The Scottish government has been under pressure from campaigners concerned about sea loch water quality and the impact on wild salmon, so this week, fisheries secretary Fergus Ewing set out his response.
It is to get a series of groups together, including the industry, to set out their responses. One will examine the need for information and transparency about what the industry is up to. That would include its dumping of waste. Those campaigners have been very unimpressed by how much data they can extract from officialdom.
Other struts within this 'framework' include gill health, sea lice and cleanerfish. Those latter are the wrasse and lumpfish that like to eat sea lice - the natural response, you might think, but doing so at scale and to order has not worked, yet, as well as hoped.
There's a look also at the impact of climate change and increasingly acidified ocean water, and at the licensing regime. That might take a look at the constraints placed on the relatively small-scale farms in Scottish sea lochs, which make it more expensive, per kilo of fish, to farm here than in Norway, the dominant producer.
And the use of medicine, or chemicals, is a concern if more and more of it is needed to tackle disease and lice.
Norway has also been given a warning by its fisheries minister this week that the government is unhappy about fish welfare and the high attrition rate in the fjords. One of the solutions being considered is to find a way of farming salmon out at sea, where there's a stronger flow of water through the cages - but sometimes so strong that they can be ripped apart.
While we're all at sea, some numbers for you. The provisional take on 2017 fish landings from Scotland's fleet have been published this week. Mackerel is the big money-spinner for the pelagic fleet, and 29% of the total value of catch by Scottish registered vessels. Pelagics were up 2% to more than 300,000 tonnes last year, but the value of them dropped 10% to £200m.
The white fish fleet - targeting haddock, monkfish and cod - saw volumes up 6% to 101,000 tonnes, and their value up 8% to £182m.
The humble haddie saw a tiny increase in volume landed, up to 28,000 tonnes, but at £42m, a whopping 13% boost to its value - as you may have spotted at the fishmonger.
Prawns dominate the shellfish catch, up 2% to 464,000 tonnes landed by Scottish registered vessels, but the total value was down slightly to £559m. Far too pricey to smother in curry sauce.
A footnote: Cereal numbers
Unable to resist a table of statistics, I have to share with you the Food and Drink Federation (FDF) insight into breakfast cereals.
They now account for £111m of exports in the first three months of this year, up 30% on the first three months of last year.
Where are they going? A fifth of that is to Ireland, up 28%. Second is the United Arab Emirates, up 36% to £8.2m, and Belgium, up 34%.

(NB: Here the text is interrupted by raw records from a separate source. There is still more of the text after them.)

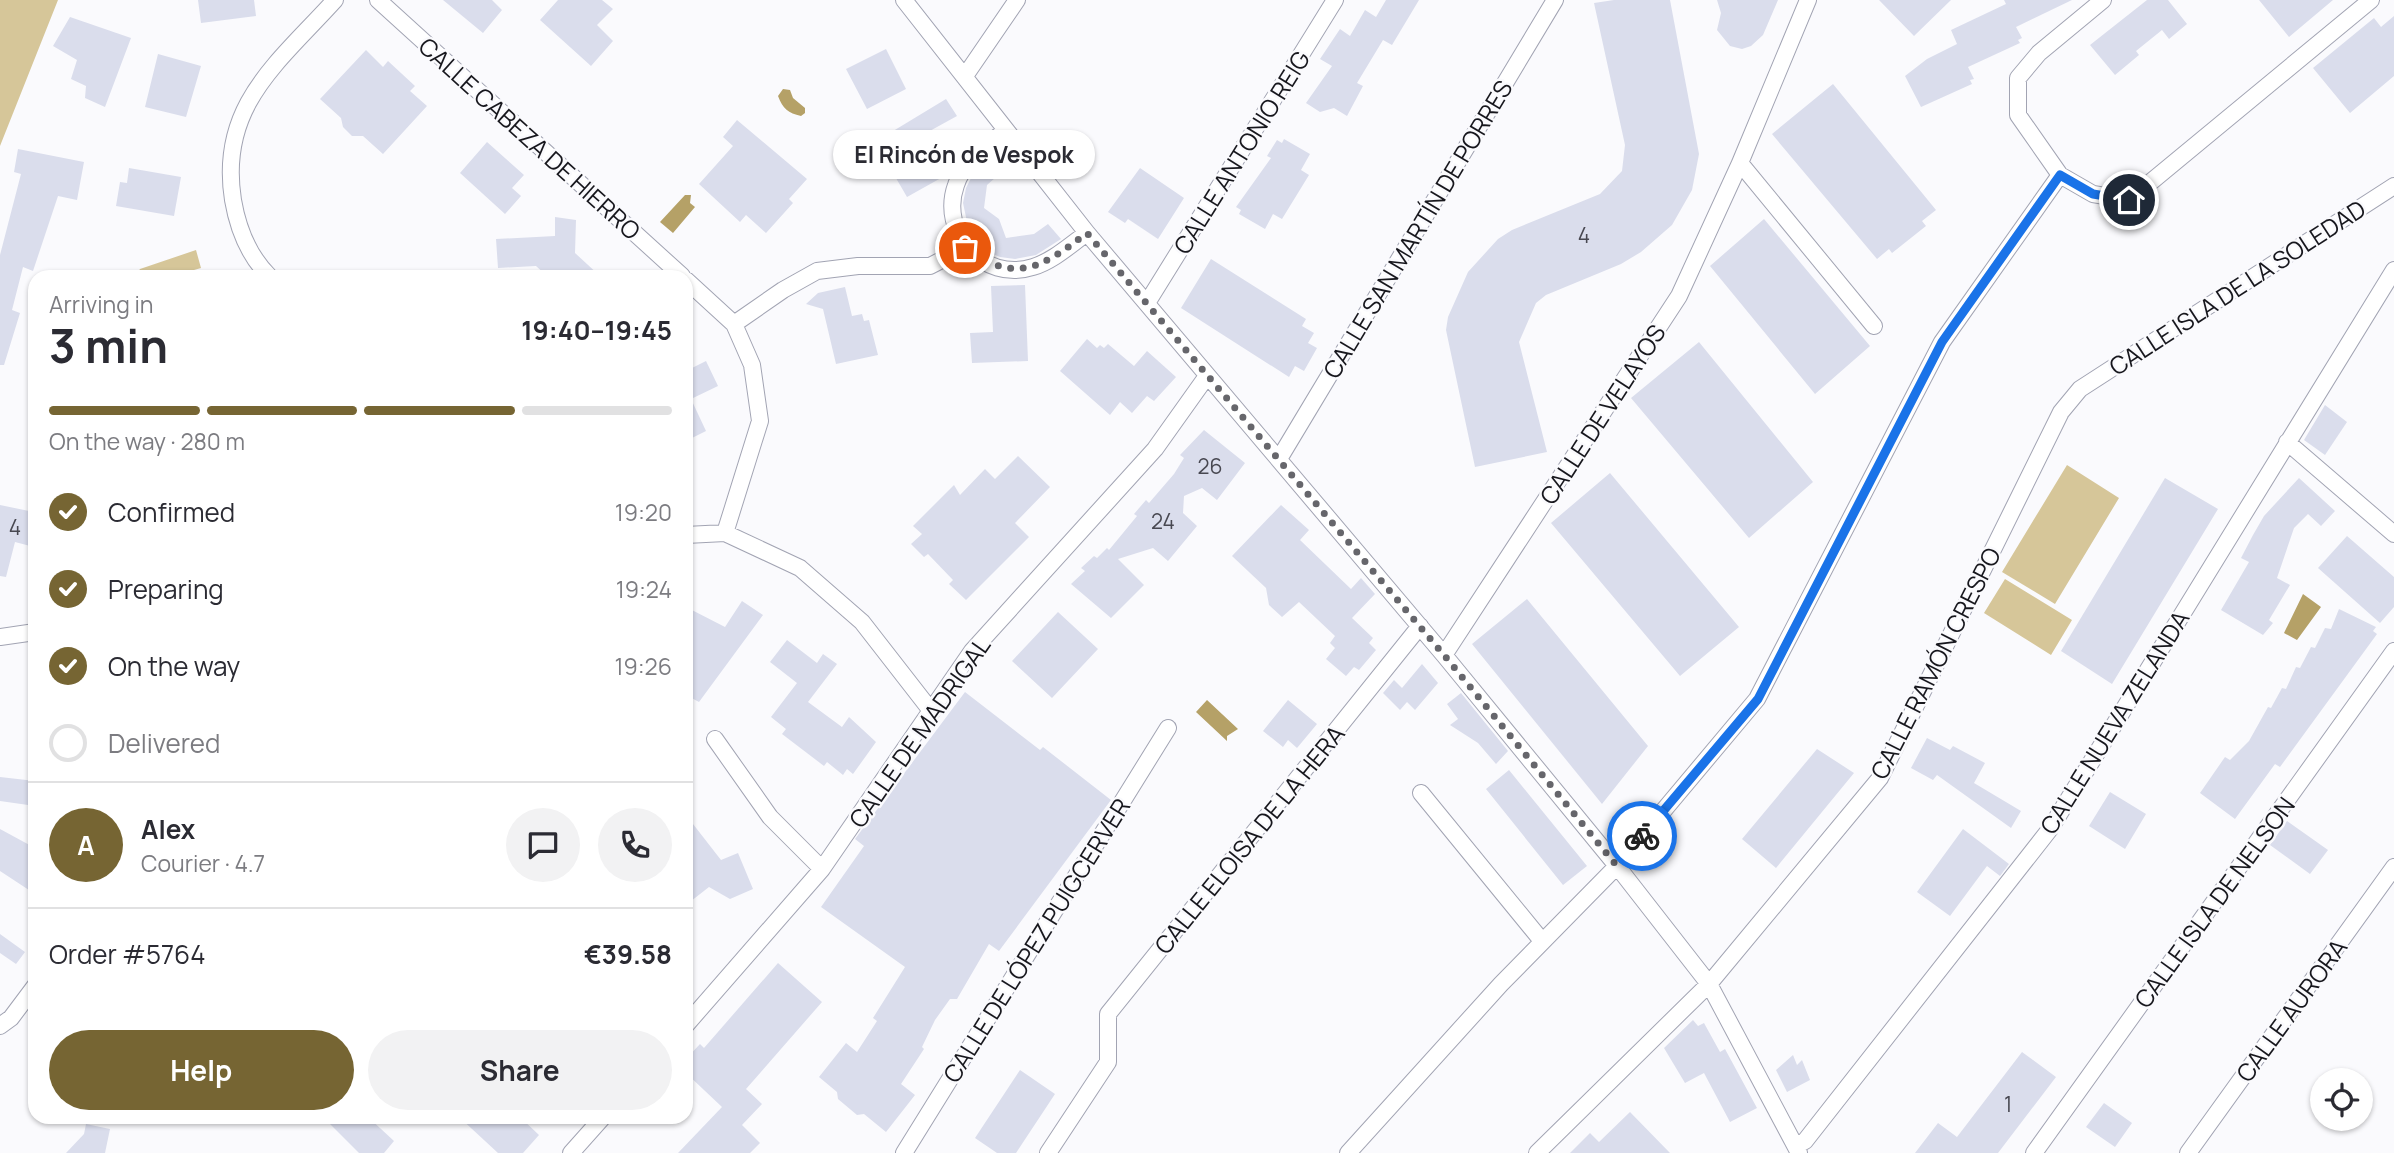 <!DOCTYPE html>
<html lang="en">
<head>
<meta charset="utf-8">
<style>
  body { margin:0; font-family:Manrope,sans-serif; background:#f2f2f3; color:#2b2b33; height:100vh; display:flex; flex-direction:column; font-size:26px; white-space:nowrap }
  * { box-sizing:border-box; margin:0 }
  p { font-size:23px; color:#7c7c81 }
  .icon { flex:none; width:38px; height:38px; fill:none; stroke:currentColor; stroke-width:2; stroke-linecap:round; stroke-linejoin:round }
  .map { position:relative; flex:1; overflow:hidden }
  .side { position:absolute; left:28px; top:270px; width:665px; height:854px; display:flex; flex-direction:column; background:#fff; border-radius:21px; box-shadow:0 2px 5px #0004 }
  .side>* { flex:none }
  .buttons { position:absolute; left:2310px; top:1068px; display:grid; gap:14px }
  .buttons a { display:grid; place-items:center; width:63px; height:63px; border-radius:50%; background:#fff; box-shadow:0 2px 5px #0004; font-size:35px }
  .pin { position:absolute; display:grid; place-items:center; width:60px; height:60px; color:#fff; margin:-30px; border:4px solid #fff; border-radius:50%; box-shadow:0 2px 7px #0007 }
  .courier { position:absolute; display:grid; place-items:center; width:70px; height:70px; margin:-35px; border:5px solid #1a73e8; border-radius:50%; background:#fff; color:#222; box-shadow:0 2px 9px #0007 }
  .bubble { position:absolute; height:49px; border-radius:24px; background:#fff; box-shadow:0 2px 5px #0004; font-size:23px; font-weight:700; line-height:49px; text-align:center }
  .summary em { font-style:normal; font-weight:700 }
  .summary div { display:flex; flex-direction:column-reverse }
  .summary { display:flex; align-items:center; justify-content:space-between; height:119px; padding:0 21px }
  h1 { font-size:46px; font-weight:700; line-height:52px }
  .bar { display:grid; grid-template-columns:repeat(4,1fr); gap:10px 7px; align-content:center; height:84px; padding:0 21px }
  .bar i { height:9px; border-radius:5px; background:#e1e1e2 }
  .bar .selected { background:#766533 }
  .bar p { grid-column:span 4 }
  .line { display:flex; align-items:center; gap:18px; padding:0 21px; border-top:2px solid #e1e1e2 }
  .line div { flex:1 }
  .round { display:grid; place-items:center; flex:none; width:74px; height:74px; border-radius:37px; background:#f2f2f3 }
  ol { padding:0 21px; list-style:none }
  li { display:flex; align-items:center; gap:21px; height:77px }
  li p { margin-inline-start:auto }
  li .icon { padding:7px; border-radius:50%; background:#766533; color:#fff; stroke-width:4 }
  li:last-child { color:#7c7c81 }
  li i { width:38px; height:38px; border:4px solid #e1e1e2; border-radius:50% }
  .action { display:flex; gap:14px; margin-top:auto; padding:14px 21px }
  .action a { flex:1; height:80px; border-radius:42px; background:#766533; color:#fff; font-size:28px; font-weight:700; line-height:80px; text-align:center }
  .action a+a { background:#f2f2f3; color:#2b2b33 }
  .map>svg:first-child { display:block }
</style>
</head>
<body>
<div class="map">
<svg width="2394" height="1153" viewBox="0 0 2394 1153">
  <rect width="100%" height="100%" fill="#fafafd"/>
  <path fill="#d6c699" d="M0,0h58l-58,146z
    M196,250l5,18 -28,8h-38l5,-7z
    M2067,465l52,33 -64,106 -53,-32z
    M2005,579l67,41 -21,35 -67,-42z"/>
  <path fill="#b5a167" d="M783,89l7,1 3,8 12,10v5l-4,3c-13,-3 -18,-7 -23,-20z
    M685,195h6l-1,8 5,4 -22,26 -13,-11z
    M2303,594l18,13 -24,33 -13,-7z
    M1207,700l31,29 -11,7v5l-31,-29z"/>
  <path fill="#daddec" d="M198,0h56l2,16 -55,7z
    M443,0h49l10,10 -19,23z
    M558,0h44l11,9 -16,16 16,16 -22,25 -51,-46z
    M1386,0h33l-27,45 -9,-5 -26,43 6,3 -16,30 -13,-8 -14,4 -14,-9 26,-37 -12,-7 20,-30 10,7 15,-26 11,7z
    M1614,0h56l29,154 -7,36 -20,35 -31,27 -20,12 -75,31 -10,8 -17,39 28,110 -72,15 -29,-137 2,-13 20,-45 30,-33 14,-9 88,-36 22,-23 3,-26 -31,-142z
    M1717,0h61l-15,35 -12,11 -9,3 -12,-3 -13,-16 4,-17z
    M1879,0h72l-37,36z
    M2004,0h68l-56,27 6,11 -4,2 2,3 -52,24 6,12 -4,1 2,4 -51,23 -16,-31 22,-17 30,-15 -6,-14 55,-26z
    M2147,0h21l19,24 -18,15 -7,-9 -26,21 3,4 -24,20 -25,-30z
    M2259,0h74l-44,37z
    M2394,16v60l-44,37 -37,-45 61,-50 7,9z
    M70,17l61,21 -26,69 -20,-9 1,-12 -15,-7 6,-19 -24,-14z
    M886,49l20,40 -39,20 -21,-40z
    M366,50l17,17 5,-6 27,25 -5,5 17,15 -44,48 -20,-18h-11l-9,-9 -2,-9 -21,-19z
    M158,54l43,12 -15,51 -41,-10z
    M1833,84l103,126 -14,11 4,5 -34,27 -3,-4 -12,10 -105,-125z
    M946,99l11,17 -40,22 24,40 -34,19 -32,-55z
    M737,120l70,59 -18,20 4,4 -27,30 -20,-18 -6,7 -41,-38 34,-38 -10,-9z
    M1284,139l26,15 -9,16 8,5 -27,44 -9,-5 -8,15 -26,-15 2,-4 -5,-3 35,-49 -4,-2 10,-16 5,3z
    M487,142l37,33 -12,13 9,8 -16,18 -45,-41z
    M18,149l66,13 -7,38 -19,-4 -25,75 -10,-4 -11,43 8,3 -16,52h-4v-110l21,-81 -7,-2z
    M992,155l12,15 -17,15 -3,23 15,11 7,19 28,-4 14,-10 13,15 -25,16 -21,4 -15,-2 -12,-5 -19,-21 -6,-28 3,-15 7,-14z
    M129,168l52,9 -7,39 -58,-10 4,-24 7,1z
    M1140,168l44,30 -26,41 -30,-20 -3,4 -17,-11z
    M555,217l21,3 -1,33 25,23h-53l-11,-10 -38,2 -2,-29 59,-3z
    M1764,219l106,127 -55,48 -105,-128z
    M1211,259l95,60 -4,7 12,7 -6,10 9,5 -13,23 -9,-5 -6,11 -108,-69z
    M1025,285l3,76 -56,2 -2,-30 23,-1 -2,-46z
    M845,287l7,29 10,-2 2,7 5,-1 9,35 -42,9 -13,-55 -17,-5 12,-11z
    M1087,339l10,9 3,-3 4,3 4,-4 26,22 13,-15 29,26 -22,24 -7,-5 -15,17 -12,-11 -10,13 -50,-44z
    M1699,342l114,140 -64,56 -118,-140z
    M706,361l12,25 -27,13 15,32 -20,10v-70z
    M2325,405l22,17 -22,33 -21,-15z
    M1204,430l41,33 -28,37 -15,-12 -18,8 -1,17 14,13 -29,35 -15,-13 -35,11 26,26 -33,33 -40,-34 14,-13 -4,-3 13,-12 3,2 10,-10 2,2 28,-34 -3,-2 12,-14 3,3 25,-29 10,-16 -4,-3z
    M1018,456l32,31 -35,36 14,14 -63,63 -17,-16 4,-4 -25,-26 -4,3 -13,-13 11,-10 -9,-8 41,-41 6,10 25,-26 10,10z
    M1610,473l129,154 -59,49 -129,-153z
    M2165,478l53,31 -106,175 -51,-33z
    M2299,478l36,33 -14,15 -13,-12 -14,14 -17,50 13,7 -21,35 4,3 -10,12 -42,-25 28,-48 -8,-4 12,-23 11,-19z
    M0,505l29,6 5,36 -19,-5 -9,35 -6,-1z
    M1281,505l28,25 -9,10 51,49 10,-11 14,16 -23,24 21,20 -4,5 7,7 -17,20 -5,-3 -8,9 -20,-17 9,-11 -5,-5 5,-7 -36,-34 -17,15 -13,-12 -3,-17 -34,-32z
    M2347,536l47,41v30l-14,16 -62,-55z
    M1527,599l121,147 -46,58 -130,-160z
    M742,601l21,14 -64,87 -13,-7v-88l39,20z
    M2339,609l37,18 -3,4 4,3 -97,133 -5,-3 -40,55 -35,-26 25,-36 5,3 19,-19 19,-34 3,1 11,-20 4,1 10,-22 4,1 11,-21 4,1 10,-20 6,1z
    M1058,612l40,37 -46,49 -40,-37z
    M787,640l30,23 6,-9 14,10 -29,38 34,25 7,-10 27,25 -23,32 -6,-5 -4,6 -16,-13 -3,4 -42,-32 4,-5 -15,-12 26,-34 -27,-21z
    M1422,664l16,19 -23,27 -8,-8 -7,8 -17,-17 11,-13 8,8z
    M965,692l75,58 3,-3 68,53 -112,151 -10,-7 -32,55h-7l-15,21 -13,27 2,2 -23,35 14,11 -29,37 -22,-18 -7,1 -19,-16 -1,-7 -18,-15 27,-34 11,9 20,-31 -4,-3 32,-51 -84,-60 43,-61 -9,-7z
    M1461,693l47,58 -12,13 -18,-21 -28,-18 8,-6 -11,-15z
    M1288,700l29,24 -20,24 -9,-8 -5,7 -20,-16z
    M1927,738l23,12 3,-4 32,17 -11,20 47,28 -10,17 -74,-53 -4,5 -22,-12z
    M1817,749l37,24 -78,95 -34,-29z
    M1509,770l78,96 -24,19 -77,-96z
    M0,777l35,4v25l-35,-5z
    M2110,792l36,22 -21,35 -36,-23z
    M686,815l35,45 17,-7 15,36 -23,10 -21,-12 -23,18z
    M2287,821l41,29 -18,24 -40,-29z
    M0,829l35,19v46l-35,-23z
    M1963,829l46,35 -9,12 -13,-10 -37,50 -33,-24z
    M0,934l25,18 -9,12 -16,-11z
    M778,963l44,39 -76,87 16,15 -20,21 18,18 -10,10h-72l44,-46 -36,-34v-14l14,-15 4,4z
    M1693,1020l5,6 6,-3 16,29 5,-3 32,59 -27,14 -26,-49 -19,10 -21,-35z
    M2022,1052l34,25 -58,76h-83l23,-30 19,14z
    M1793,1055l4,10 5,-5 8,20 -23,12 -11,-22z
    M1020,1070l35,24 -39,59h-19l-22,-15z
    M2104,1103l28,20 -17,24 -29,-20z
    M1630,1112l40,41h-100l20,-20 9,9z
    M322,1116h45l27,25 -10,12h-25z
    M458,1116h61l20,19 -16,18h-25z
    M86,1124l24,5 -5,24h-39l18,-19z"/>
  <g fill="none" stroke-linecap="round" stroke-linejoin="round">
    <g stroke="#a2a4b3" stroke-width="18">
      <path id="street" d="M378,0l304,276
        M904,0l183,233 357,422 173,211 92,118 90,169
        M2103,0l-64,53 -21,25v37l42,60 33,19 36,6 242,-200
        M965,76l52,-76
        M1006,130c-19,16 -42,30 -50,55 -17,47 27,98 77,82 20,-6 37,-22 54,-34
        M1740,163l134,163
        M269,276c-21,-21 -31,-47 -36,-76 -15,-94 45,-137 102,-200
        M686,280l48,44 18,41 8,56 -35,112
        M1147,303l188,-303
        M734,324l49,-34 34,-19 41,-5h72l35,-18
        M2287,442l107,92
        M1279,459l276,-459
        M686,535l39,-2 75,35 62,54 70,90
        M0,637l35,-5
        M1444,655l235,-359 61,-133 68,-163
        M715,739l55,78 52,52
        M1421,793l121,148
        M686,1025l136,-156 150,-218 183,-202 52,-73
        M0,1026l11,-8 24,-32
        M1796,1146l9,-5 245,-312 344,-559
        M571,1153l33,-37
        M904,1153l264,-425
        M1048,1153l60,-91v-48l312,-388
        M1348,1153l153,-169 116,-118 140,-167 185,-357 118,-167
        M1537,1153l172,-169 171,-206 181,-366 19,-23 314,-203
        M2034,1153l360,-502
        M2188,1153l206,-286"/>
    </g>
    <use href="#street" stroke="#fff" stroke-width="16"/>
  </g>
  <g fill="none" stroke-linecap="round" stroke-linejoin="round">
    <path stroke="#66666b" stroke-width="7" stroke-dasharray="0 12.6" d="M965,248c52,37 77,19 122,-15l357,422 173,211 25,-30"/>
    <path stroke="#1a73e8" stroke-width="9" d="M1642,836l116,-137 184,-357 118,-167 33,19 36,6"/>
  </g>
  <g text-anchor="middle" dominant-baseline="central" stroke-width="5" stroke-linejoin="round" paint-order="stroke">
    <g font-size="21" fill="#484851">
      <text x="1584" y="235">4</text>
      <text x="1210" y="466">26</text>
      <text x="1163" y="521">24</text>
      <text x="15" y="527">4</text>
      <text x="2008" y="1104">1</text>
    </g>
    <g font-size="24" fill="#17171d" stroke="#fafafd">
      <text transform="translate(530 138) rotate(42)">CALLE CABEZA DE HIERRO</text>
      <text transform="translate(1241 152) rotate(-58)">CALLE ANTONIO REIG</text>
      <text transform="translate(1417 229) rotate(-59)">CALLE SAN MARTÍN DE PORRES</text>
      <text transform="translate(2237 287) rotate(-33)">CALLE ISLA DE LA SOLEDAD</text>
      <text transform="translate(1602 414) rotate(-57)">CALLE DE VELAYOS</text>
      <text transform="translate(1935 663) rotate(-63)">CALLE RAMÓN CRESPO</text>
      <text transform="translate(2114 722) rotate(-58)">CALLE NUEVA ZELANDA</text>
      <text transform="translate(919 732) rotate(-55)">CALLE DE MADRIGAL</text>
      <text transform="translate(1249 839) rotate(-51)">CALLE ELOISA DE LA HERA</text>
      <text transform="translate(2214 902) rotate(-54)">CALLE ISLA DE NELSON</text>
      <text transform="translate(1036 940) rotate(-58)">CALLE DE LÓPEZ PUIGCERVER</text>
      <text transform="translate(2291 1010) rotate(-54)">CALLE AURORA</text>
    </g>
  </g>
</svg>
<div class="buttons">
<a><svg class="icon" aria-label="locate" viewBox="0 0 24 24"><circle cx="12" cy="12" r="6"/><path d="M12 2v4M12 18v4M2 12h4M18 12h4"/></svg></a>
</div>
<div class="pin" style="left:965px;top:248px;background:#ea580c"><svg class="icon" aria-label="bag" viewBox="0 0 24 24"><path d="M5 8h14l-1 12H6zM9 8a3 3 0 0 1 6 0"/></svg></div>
<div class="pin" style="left:2129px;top:200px;background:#1f2937"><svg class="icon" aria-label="home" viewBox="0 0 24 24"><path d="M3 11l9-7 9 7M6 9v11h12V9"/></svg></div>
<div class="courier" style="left:1642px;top:836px"><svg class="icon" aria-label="bike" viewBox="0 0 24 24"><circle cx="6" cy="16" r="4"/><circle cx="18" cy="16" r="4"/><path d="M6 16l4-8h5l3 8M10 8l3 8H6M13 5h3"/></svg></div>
<div class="bubble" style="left:833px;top:130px;width:262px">El Rincón de Vespok</div>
<section class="side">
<div class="summary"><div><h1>3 min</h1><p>Arriving in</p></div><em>19:40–19:45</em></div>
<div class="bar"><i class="selected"></i><i class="selected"></i><i class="selected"></i><i></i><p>On the way · 280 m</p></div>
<ol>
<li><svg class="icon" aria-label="check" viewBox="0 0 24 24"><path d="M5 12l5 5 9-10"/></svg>Confirmed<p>19:20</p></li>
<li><svg class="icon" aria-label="check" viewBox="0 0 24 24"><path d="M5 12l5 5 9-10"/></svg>Preparing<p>19:24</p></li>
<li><svg class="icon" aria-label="check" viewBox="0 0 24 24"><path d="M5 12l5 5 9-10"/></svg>On the way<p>19:26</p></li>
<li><i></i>Delivered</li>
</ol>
<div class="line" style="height:126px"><b class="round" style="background:#766533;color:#fff">A</b><div><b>Alex</b><p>Courier · 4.7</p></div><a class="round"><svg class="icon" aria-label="chat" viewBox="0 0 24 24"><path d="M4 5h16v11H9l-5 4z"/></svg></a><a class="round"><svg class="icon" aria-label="phone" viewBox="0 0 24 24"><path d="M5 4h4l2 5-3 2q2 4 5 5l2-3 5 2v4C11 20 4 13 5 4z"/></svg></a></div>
<div class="line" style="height:91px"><div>Order #5764</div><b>€39.58</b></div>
<div class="action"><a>Help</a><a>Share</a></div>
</section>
</div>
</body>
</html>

There's even a market for selling breakfast cereal half way round the world to Australia, with sales at £3.5m. That's up 82%. Strewth.
Why? Well, Jordan's is the best selling granola on Australian cereal shelves, and with other Jordan's brands, annual sales there last year reached £15m.
Lizi's Granola, I have learned, sells particularly well into the Middle East.
Helpfully repackaging your breakfast porridge as an oatcake, Nairn's has 90% of the branded market in the UK. A tenth of sales are in exports, and that's been rising at around 20% per year, driven by its gluten-free options.
Its top markets are the USA, Canada, Netherlands, New Zealand, UAE, South Africa, Cyprus.
Whisky tasters recommend an oatcake as the best way of clearing the palate. So maybe they benefit from being what economists call a complementary good.
That is, they have a negative cross elasticity of demand. No, don't ask. Just enjoy. Slainte.